Task inputs:
----------
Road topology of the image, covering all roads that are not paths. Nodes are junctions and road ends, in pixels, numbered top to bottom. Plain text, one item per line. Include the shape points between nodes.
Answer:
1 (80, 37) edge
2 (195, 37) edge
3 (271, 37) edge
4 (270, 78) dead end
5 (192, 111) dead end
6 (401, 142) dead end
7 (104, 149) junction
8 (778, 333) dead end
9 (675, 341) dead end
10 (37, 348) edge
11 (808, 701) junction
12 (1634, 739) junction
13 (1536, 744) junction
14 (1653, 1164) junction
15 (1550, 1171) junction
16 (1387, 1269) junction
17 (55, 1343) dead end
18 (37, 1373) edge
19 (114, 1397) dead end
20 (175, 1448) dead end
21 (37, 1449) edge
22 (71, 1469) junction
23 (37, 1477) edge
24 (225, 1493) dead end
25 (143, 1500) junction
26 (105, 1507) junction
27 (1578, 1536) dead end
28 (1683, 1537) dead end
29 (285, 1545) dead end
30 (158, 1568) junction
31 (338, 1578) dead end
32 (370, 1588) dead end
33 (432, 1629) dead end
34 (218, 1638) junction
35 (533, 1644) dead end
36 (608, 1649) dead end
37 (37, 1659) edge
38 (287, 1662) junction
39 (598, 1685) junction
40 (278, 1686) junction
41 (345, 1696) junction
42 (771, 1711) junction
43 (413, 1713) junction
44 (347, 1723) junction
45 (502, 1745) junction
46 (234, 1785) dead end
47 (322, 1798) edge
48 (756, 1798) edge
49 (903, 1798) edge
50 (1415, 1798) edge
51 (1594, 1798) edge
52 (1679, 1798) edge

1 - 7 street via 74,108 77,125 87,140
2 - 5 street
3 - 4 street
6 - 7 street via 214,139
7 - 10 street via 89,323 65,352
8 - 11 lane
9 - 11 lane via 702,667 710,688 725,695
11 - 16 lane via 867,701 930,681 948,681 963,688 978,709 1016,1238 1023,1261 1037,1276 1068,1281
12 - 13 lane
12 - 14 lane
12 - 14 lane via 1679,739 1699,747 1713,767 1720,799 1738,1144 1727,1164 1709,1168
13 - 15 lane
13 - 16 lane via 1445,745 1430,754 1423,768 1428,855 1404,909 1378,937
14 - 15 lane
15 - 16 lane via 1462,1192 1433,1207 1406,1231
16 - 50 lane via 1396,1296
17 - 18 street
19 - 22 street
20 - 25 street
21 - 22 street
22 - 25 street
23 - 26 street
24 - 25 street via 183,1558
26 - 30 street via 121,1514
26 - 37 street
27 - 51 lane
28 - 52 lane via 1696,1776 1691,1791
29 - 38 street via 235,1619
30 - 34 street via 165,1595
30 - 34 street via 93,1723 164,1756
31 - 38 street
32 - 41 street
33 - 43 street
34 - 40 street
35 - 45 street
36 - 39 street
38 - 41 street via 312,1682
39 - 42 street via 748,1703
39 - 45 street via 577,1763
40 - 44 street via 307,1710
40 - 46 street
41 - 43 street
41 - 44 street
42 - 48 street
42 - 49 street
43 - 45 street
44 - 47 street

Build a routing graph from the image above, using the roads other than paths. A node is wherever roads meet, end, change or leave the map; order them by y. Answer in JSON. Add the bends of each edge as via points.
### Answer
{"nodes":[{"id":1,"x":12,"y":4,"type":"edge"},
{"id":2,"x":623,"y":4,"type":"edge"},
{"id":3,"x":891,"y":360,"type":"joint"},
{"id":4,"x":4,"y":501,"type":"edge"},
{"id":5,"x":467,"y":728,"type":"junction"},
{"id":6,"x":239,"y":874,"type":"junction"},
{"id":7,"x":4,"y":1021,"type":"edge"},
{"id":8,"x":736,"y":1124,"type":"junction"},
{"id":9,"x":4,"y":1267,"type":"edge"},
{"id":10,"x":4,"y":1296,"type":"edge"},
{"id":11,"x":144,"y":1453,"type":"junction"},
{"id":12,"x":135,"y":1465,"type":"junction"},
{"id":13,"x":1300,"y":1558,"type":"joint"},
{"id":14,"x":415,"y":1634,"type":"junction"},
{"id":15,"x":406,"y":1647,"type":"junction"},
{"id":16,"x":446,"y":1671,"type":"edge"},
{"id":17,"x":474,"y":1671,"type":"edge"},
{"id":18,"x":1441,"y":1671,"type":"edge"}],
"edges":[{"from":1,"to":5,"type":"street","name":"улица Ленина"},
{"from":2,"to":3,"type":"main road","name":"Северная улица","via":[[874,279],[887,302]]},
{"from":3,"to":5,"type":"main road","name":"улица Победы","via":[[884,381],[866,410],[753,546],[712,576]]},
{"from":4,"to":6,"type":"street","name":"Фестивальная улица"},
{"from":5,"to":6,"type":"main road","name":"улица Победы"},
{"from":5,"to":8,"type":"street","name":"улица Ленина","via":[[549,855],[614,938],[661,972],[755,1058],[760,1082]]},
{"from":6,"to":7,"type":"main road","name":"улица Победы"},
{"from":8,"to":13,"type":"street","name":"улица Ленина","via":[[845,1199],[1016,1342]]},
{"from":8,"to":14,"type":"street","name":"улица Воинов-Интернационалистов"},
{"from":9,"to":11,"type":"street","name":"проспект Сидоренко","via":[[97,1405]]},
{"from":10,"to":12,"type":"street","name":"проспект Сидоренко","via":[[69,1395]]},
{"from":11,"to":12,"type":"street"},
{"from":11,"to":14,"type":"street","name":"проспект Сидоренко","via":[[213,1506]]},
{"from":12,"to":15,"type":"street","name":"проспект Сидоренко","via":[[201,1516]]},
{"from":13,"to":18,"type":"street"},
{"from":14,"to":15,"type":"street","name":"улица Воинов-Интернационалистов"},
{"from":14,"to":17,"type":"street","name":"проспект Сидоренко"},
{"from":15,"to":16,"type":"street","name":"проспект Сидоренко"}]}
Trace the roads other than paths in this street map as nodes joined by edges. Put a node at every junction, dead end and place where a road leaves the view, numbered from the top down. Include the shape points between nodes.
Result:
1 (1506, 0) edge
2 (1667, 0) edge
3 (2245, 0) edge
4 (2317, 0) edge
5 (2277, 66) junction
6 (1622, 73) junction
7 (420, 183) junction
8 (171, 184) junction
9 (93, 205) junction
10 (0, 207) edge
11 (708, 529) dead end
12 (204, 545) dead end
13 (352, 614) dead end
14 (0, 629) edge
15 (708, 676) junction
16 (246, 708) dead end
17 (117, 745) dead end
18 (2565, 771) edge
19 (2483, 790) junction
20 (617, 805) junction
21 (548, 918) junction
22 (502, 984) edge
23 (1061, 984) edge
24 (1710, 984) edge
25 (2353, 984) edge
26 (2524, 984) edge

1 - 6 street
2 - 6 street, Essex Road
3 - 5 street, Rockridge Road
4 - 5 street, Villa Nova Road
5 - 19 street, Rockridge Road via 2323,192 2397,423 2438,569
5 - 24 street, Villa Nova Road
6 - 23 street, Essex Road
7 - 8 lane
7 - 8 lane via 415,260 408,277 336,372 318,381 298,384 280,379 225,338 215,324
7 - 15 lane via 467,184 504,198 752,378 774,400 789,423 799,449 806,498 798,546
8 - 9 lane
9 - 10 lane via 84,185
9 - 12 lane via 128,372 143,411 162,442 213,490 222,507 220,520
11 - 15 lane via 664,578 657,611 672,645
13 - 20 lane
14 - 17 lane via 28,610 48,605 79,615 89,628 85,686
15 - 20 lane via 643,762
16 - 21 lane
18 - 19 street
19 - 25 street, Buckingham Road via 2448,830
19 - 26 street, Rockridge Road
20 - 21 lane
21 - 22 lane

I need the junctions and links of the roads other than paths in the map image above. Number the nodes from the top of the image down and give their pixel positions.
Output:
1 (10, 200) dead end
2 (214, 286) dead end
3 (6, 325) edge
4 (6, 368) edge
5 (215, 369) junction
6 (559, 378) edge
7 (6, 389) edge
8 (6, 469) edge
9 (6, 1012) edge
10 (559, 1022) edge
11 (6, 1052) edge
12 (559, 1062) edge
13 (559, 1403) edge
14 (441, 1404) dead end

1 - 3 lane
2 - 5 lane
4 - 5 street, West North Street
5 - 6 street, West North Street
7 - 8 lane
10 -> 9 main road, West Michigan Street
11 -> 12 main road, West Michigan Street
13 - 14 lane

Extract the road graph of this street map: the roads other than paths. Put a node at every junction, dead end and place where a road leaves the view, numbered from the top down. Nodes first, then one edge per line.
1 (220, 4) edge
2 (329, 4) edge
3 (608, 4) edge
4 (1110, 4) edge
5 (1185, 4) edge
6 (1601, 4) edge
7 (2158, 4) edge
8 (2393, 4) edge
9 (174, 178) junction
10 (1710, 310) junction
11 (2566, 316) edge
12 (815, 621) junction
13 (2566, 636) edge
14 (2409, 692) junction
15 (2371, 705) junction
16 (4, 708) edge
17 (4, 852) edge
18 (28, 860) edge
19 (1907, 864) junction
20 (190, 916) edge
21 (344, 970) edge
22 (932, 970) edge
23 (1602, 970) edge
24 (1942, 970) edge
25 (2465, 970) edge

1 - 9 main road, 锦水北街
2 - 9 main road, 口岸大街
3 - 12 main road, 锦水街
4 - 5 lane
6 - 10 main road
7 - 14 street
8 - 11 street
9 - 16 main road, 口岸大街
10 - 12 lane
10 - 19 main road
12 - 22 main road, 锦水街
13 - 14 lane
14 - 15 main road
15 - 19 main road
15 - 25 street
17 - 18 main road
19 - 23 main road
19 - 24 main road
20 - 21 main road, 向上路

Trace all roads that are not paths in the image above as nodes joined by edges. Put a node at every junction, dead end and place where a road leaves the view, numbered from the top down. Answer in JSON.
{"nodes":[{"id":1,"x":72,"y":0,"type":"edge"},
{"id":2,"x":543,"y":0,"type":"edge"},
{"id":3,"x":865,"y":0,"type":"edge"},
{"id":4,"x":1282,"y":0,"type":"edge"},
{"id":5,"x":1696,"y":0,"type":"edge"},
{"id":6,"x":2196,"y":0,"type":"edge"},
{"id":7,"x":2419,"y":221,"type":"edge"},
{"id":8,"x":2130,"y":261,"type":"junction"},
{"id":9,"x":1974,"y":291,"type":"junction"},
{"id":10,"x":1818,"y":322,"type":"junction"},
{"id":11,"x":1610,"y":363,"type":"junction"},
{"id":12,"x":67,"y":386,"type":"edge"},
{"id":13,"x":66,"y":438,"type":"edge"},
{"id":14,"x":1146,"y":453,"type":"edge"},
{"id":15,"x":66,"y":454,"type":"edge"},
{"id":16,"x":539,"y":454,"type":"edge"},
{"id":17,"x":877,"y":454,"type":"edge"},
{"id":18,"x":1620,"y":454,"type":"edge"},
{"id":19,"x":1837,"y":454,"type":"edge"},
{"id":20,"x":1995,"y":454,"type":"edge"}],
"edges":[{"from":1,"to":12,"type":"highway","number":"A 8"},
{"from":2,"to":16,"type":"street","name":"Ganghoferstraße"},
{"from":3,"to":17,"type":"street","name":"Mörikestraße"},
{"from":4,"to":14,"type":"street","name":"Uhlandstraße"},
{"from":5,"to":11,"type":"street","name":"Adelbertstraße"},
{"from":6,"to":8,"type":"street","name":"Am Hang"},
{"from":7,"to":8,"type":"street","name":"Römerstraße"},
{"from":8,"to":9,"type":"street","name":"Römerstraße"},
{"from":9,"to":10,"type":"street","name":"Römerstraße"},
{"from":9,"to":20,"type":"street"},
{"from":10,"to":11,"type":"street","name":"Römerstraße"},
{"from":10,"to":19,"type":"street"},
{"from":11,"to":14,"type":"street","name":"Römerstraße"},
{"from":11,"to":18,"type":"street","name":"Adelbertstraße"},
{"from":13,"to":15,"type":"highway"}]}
----------
Task requirements: Scan the records above. Return every line with "joint" in it.

Exercise solution:
{"id":3,"x":891,"y":360,"type":"joint"},
{"id":13,"x":1300,"y":1558,"type":"joint"},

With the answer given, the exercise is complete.